First, VAWA provided grants to states “to promote arrest and enforce restraining orders.” In 2007, for example, Alaska received almost $16 million in grants. (For information on VAWA grants to specific states click here.)
Second, VAWA endorsed “mandatory arrest” policies that legally require police to detain an accused even without clear evidence. According to the American Bar Association Commission on Domestic Violence, as of 2007 19 states and the District of Columbia had such policies. The concept of probable cause is not abandoned, but arrest practices often discard it in several ways, including: assuming abusers are male (for example, the Nebraska statute refers to suspects with the words “he” and “his”); counting vague concepts such as “fear of imminent serious physical injury” (as in the Oregon statute) as probable cause; and strongly advising police trainees to err “on the side of caution” and believe the accuser.
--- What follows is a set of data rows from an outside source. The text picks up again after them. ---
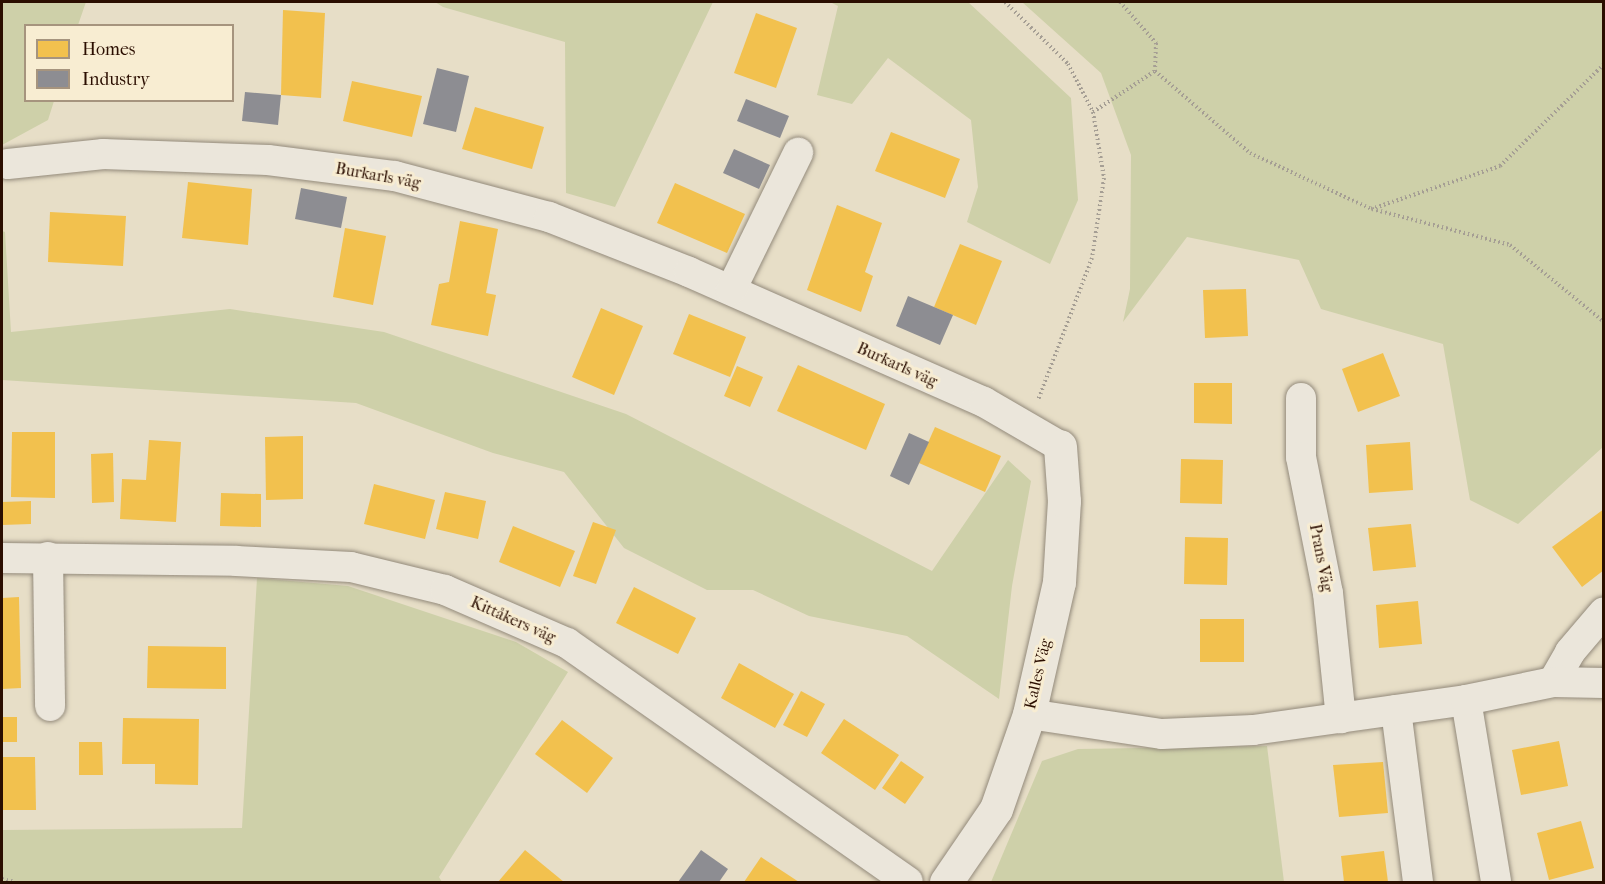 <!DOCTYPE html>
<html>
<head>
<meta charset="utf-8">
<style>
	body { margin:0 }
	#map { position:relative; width:1605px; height:884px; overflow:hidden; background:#e7dec7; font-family:"IM FELL French Canon",serif }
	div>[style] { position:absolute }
	.green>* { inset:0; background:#ced0a9 }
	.homes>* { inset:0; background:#f2c14e }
	.industry>* { inset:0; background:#8d8d92 }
	.path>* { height:4px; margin-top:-2px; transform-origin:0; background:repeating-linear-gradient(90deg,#a59e94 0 1.5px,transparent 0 4.5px) }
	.roads { filter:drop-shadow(0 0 2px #938a7b) drop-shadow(0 0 2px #938a7b) }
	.street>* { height:30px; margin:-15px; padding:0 15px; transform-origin:15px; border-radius:15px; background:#ebe6db }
	.secondary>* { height:33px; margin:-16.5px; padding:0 16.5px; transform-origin:16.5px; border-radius:16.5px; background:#ebe6db }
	span { translate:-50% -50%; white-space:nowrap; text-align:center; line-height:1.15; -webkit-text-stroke:6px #f8edd2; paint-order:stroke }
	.street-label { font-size:16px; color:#2b0e00 }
	.frame { position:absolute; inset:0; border:3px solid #2b0e00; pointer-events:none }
	.legend { position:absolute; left:24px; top:24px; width:210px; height:78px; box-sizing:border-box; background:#f8edd2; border:2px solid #a6947e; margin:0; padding:8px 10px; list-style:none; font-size:18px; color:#2b0e00 }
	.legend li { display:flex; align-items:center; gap:12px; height:30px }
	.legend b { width:30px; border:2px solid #a6947e }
</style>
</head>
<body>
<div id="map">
	<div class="green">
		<div style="clip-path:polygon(2px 2px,86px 2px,78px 25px,26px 26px,26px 100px,54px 101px,48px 120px,2px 145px)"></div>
		<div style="clip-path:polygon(435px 2px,713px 2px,615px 207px,566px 193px,565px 42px,443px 7px)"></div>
		<div style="clip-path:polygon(830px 2px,968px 2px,1071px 98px,1078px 200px,1050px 264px,967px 222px,978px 187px,971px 120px,888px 58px,852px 104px,817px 95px,838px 6px)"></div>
		<div style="clip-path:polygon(1022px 2px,1603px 2px,1603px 447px,1518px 524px,1470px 500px,1443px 344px,1321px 309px,1299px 260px,1187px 237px,1123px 322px,1130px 289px,1131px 155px,1101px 73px)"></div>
		<div style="clip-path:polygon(2px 231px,5px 232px,11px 332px,230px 309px,384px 332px,626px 414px,932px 571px,1008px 460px,1031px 481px,1012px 586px,999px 699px,907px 636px,809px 616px,753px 590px,707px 590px,624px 548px,564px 472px,493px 453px,356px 403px,2px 380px)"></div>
		<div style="clip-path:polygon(257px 578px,348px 586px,516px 642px,568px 672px,439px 877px,442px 882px,2px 882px,2px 830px,242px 828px)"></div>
		<div style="clip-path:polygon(1267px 746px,1284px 882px,991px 882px,1042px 761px,1078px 749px)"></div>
	</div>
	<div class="homes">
		<div style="clip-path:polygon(283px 10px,325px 13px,321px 98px,281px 95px)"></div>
		<div style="clip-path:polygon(756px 13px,797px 28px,776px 88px,734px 73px)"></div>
		<div style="clip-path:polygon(352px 81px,422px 96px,412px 137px,343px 121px)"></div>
		<div style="clip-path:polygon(475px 107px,544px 127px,532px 169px,462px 149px)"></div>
		<div style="clip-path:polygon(891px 132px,960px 159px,945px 198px,875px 171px)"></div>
		<div style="clip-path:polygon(188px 182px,252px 189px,248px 245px,182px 238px)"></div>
		<div style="clip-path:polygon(675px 183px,745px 214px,727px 253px,657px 223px)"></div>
		<div style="clip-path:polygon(837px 205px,882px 223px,865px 272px,873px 276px,861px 312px,807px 290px)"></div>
		<div style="clip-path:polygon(50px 212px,126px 216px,123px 266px,48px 262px)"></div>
		<div style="clip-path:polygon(460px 221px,498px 229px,486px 293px,496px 295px,488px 336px,431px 325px,439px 284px,449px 282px)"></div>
		<div style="clip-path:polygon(345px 228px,386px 236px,373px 305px,333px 297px)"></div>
		<div style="clip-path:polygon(960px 244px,1002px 261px,976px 325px,934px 307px)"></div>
		<div style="clip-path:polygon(1246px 289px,1248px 336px,1205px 338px,1203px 290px)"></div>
		<div style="clip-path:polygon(601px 308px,643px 326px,614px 395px,572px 377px)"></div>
		<div style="clip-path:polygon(689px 314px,746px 337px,730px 377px,673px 354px)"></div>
		<div style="clip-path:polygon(1383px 353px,1400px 396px,1358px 412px,1342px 369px)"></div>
		<div style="clip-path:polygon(798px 365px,885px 404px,866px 450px,777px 411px)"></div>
		<div style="clip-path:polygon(737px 366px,763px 377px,750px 407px,724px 396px)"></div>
		<div style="clip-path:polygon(1194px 383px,1232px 383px,1232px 424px,1194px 423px)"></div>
		<div style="clip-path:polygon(935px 427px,1001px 456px,985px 492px,919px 463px)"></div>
		<div style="clip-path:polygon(12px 432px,55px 432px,55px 498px,11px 497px)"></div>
		<div style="clip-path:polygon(303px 436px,303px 499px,266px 500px,265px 437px)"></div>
		<div style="clip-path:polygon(149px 440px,181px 442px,176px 522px,120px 519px,122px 479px,146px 480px)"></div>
		<div style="clip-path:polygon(1410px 442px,1413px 490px,1369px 493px,1366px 445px)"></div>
		<div style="clip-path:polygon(113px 453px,114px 502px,92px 503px,91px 454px)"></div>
		<div style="clip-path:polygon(1181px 459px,1223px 460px,1222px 504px,1180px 503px)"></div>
		<div style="clip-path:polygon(374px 484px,435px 500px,425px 539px,364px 524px)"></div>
		<div style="clip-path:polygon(445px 492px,486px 501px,478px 539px,436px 529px)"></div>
		<div style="clip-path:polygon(221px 493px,261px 494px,261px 527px,220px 526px)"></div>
		<div style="clip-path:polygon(31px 501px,31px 524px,2px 525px,2px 502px)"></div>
		<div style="clip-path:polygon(1604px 509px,1604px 570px,1582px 587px,1552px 547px)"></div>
		<div style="clip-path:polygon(593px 522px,616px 530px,596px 584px,573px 576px)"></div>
		<div style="clip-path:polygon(1411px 524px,1416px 567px,1373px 571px,1368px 528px)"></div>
		<div style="clip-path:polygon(513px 526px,575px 551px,560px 587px,499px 562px)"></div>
		<div style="clip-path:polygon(1185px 537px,1228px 538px,1227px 585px,1184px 584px)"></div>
		<div style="clip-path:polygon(634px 587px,696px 618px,678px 654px,616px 623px)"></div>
		<div style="clip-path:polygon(19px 597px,21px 688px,2px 689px,2px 598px)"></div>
		<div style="clip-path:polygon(1418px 601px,1422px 644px,1379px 648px,1376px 605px)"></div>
		<div style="clip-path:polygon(1200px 619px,1244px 619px,1244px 662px,1200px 662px)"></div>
		<div style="clip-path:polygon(148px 646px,226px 647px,226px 689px,147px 688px)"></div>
		<div style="clip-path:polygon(739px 663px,794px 694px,775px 728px,721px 698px)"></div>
		<div style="clip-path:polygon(801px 691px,825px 704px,807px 737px,783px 725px)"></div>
		<div style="clip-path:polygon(2px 717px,17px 717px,17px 742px,2px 742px)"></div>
		<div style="clip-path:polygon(123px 718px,199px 719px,198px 785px,155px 784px,155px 764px,122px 764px)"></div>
		<div style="clip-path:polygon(844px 719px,899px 755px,875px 790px,821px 753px)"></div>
		<div style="clip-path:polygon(562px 720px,613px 758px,587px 793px,535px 754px)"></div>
		<div style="clip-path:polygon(1559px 741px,1568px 786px,1521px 795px,1512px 750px)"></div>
		<div style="clip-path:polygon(79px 742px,102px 742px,103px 775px,79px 775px)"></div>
		<div style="clip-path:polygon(2px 757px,35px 757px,36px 810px,2px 810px)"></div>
		<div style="clip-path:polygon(901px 761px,924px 777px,905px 804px,882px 788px)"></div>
		<div style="clip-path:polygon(1383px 762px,1388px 813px,1339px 817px,1333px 765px)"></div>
		<div style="clip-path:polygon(1581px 821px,1594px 868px,1549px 880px,1537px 833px)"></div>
		<div style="clip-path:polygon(525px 850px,564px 882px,498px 882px)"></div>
		<div style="clip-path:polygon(1384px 851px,1388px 882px,1344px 882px,1341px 856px)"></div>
		<div style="clip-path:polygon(761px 857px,799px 882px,744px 882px)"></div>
	</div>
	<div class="industry">
		<div style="clip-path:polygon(437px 68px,469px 76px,456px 132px,423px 124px)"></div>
		<div style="clip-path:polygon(245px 92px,281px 95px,278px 125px,242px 121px)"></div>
		<div style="clip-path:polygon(746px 99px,789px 116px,780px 138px,737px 121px)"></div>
		<div style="clip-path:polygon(734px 149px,770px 165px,759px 189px,723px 173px)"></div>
		<div style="clip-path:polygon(301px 188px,347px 197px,341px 228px,295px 219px)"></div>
		<div style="clip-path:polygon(908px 296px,953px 315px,940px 345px,896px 326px)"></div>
		<div style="clip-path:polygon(909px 433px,929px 442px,909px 485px,890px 476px)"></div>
		<div style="clip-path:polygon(701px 850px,728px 869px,719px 882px,678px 882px)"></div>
	</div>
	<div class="path">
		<div style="left:1005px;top:2px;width:88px;rotate:44.5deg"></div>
		<div style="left:1068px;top:64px;width:54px;rotate:62.5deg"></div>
		<div style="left:1093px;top:112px;width:67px;rotate:80.5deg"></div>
		<div style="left:1104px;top:178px;width:81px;rotate:98.5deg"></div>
		<div style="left:1092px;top:258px;width:152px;rotate:110.8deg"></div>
		<div style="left:1120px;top:2px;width:55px;rotate:48.7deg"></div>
		<div style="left:1156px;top:43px;width:28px;rotate:92deg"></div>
		<div style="left:1093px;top:112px;width:74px;rotate:-33.5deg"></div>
		<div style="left:1155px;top:71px;width:125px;rotate:40.8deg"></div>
		<div style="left:1250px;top:153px;width:133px;rotate:24.8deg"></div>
		<div style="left:1371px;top:209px;width:136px;rotate:-18.4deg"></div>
		<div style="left:1500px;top:166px;width:146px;rotate:-44.4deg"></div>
		<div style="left:1372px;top:209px;width:143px;rotate:14.6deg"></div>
		<div style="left:1510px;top:245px;width:122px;rotate:39.3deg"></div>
		<div style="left:2px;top:879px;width:13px;rotate:13deg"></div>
	</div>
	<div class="roads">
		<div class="street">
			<div style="left:8px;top:164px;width:96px;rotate:-6deg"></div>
			<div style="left:103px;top:154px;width:165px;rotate:2.1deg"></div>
			<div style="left:268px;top:160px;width:128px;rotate:7.2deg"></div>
			<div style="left:395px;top:176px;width:159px;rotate:14.9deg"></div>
			<div style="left:549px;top:217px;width:150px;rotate:21.4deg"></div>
			<div style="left:689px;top:272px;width:322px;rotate:23.8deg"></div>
			<div style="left:984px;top:402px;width:88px;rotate:30.1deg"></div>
			<div style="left:731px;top:290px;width:153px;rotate:-63.9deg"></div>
			<div style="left:1301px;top:398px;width:59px;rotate:90deg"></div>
			<div style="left:1301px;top:457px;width:139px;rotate:78.8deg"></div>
			<div style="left:1328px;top:593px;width:126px;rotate:84.1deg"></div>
			<div style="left:48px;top:557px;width:149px;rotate:89.2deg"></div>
			<div style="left:2px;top:558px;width:234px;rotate:0.7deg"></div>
			<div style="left:236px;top:561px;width:115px;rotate:3deg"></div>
			<div style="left:351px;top:567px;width:97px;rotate:13.7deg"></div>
			<div style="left:445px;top:590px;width:133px;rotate:23.5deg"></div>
			<div style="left:567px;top:643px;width:416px;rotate:35deg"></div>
			<div style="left:1553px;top:682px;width:34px;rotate:-60deg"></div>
			<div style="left:1570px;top:652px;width:52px;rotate:-49.6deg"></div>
			<div style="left:1466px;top:700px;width:184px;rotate:80.6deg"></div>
			<div style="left:1396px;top:710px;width:173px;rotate:82.7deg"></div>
			<div style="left:1029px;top:714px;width:134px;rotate:8.6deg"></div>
			<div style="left:1162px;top:734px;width:91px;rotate:-2.5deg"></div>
			<div style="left:1253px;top:730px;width:215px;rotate:-8deg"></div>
			<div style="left:1466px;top:700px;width:89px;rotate:-11.7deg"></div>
			<div style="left:1553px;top:682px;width:51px;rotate:1.1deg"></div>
		</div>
		<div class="secondary">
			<div style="left:946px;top:882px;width:88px;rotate:-55.6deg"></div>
			<div style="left:996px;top:809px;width:101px;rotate:-70.8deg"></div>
			<div style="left:1029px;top:714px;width:135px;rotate:-77.2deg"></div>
			<div style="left:1059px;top:582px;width:81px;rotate:-86.5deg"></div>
			<div style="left:1064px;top:501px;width:55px;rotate:-94.2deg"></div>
		</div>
	</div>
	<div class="street-label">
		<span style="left:378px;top:176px;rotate:10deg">Burkarls väg</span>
		<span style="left:897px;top:365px;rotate:24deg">Burkarls väg</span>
		<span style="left:1321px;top:558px;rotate:79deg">Prans Väg</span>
		<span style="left:513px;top:620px;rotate:24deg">Kittåkers väg</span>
		<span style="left:1038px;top:674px;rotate:-77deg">Kalles Väg</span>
	</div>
	<div class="frame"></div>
	<ul class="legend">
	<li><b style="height:16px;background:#f2c14e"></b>Homes</li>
	<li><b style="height:16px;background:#8d8d92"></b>Industry</li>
	</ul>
</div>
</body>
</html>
When VAWA was reauthorized it endorsed policies that preferred arrest, but did not mandate it; such policies were adopted by several other states. Nevertheless, because non-arresting officers usually need to file a report to explain their decision, both policies tend to function in much the same manner. (For a table of domestic arrest policies by state, click here.)
The Harms of Mandatory and Pro-Arrest Policies
Mandatory and pro-arrest policies inflict serious harms, from moral to utilitarian, including:
- The accused are often denied constitutional rights. The Fourth Amendment requires real “probable cause” before arrest rather than an officer’s discretion. The Fifth and Fourteenth Amendments prohibit government from depriving people of liberty “without due process.”
- No distinction is made between first-time and repeat offenders, between trivial and major incidents.
- The de-emphasis on evidence encourages false accusations and the use of tenuous arrests in divorce proceedings.
- Victims are marginalized. Since prosecution is at the sole discretion of legal authorities, true victims may be reluctant to report loved family members or bread-winners.
- Police services are misdirected. According to a study in one state, before pro-arrest policies, DV arrests accounted for 7-15 percent of total arrests; afterward they accounted for over 30 percent.
- The court system is burdened. According to one survey (pdf), 15 percent of cases in criminal court now involve contempt, typically from violating a DV restraining order.
No solid evidence indicates that current policies prevent domestic violence. Indeed, a former Ohio prosecutor expressed a common sentiment: “In the past, the officers would intervene or separate the parties to let them cool off. Now these cases end up in criminal courts. It’s exacerbating tensions between the parties, and it’s turning law-abiding citizens into criminals.” The criminalization of common conflicts should be a last resort.
No one wishes men to beat their wives (or vice versa) with legal impunity. But current DV arrest policies are unjust in the opposite direction. All arrests must respect due process for the accused and the wishes of the victim. All arrests must be based on evidence.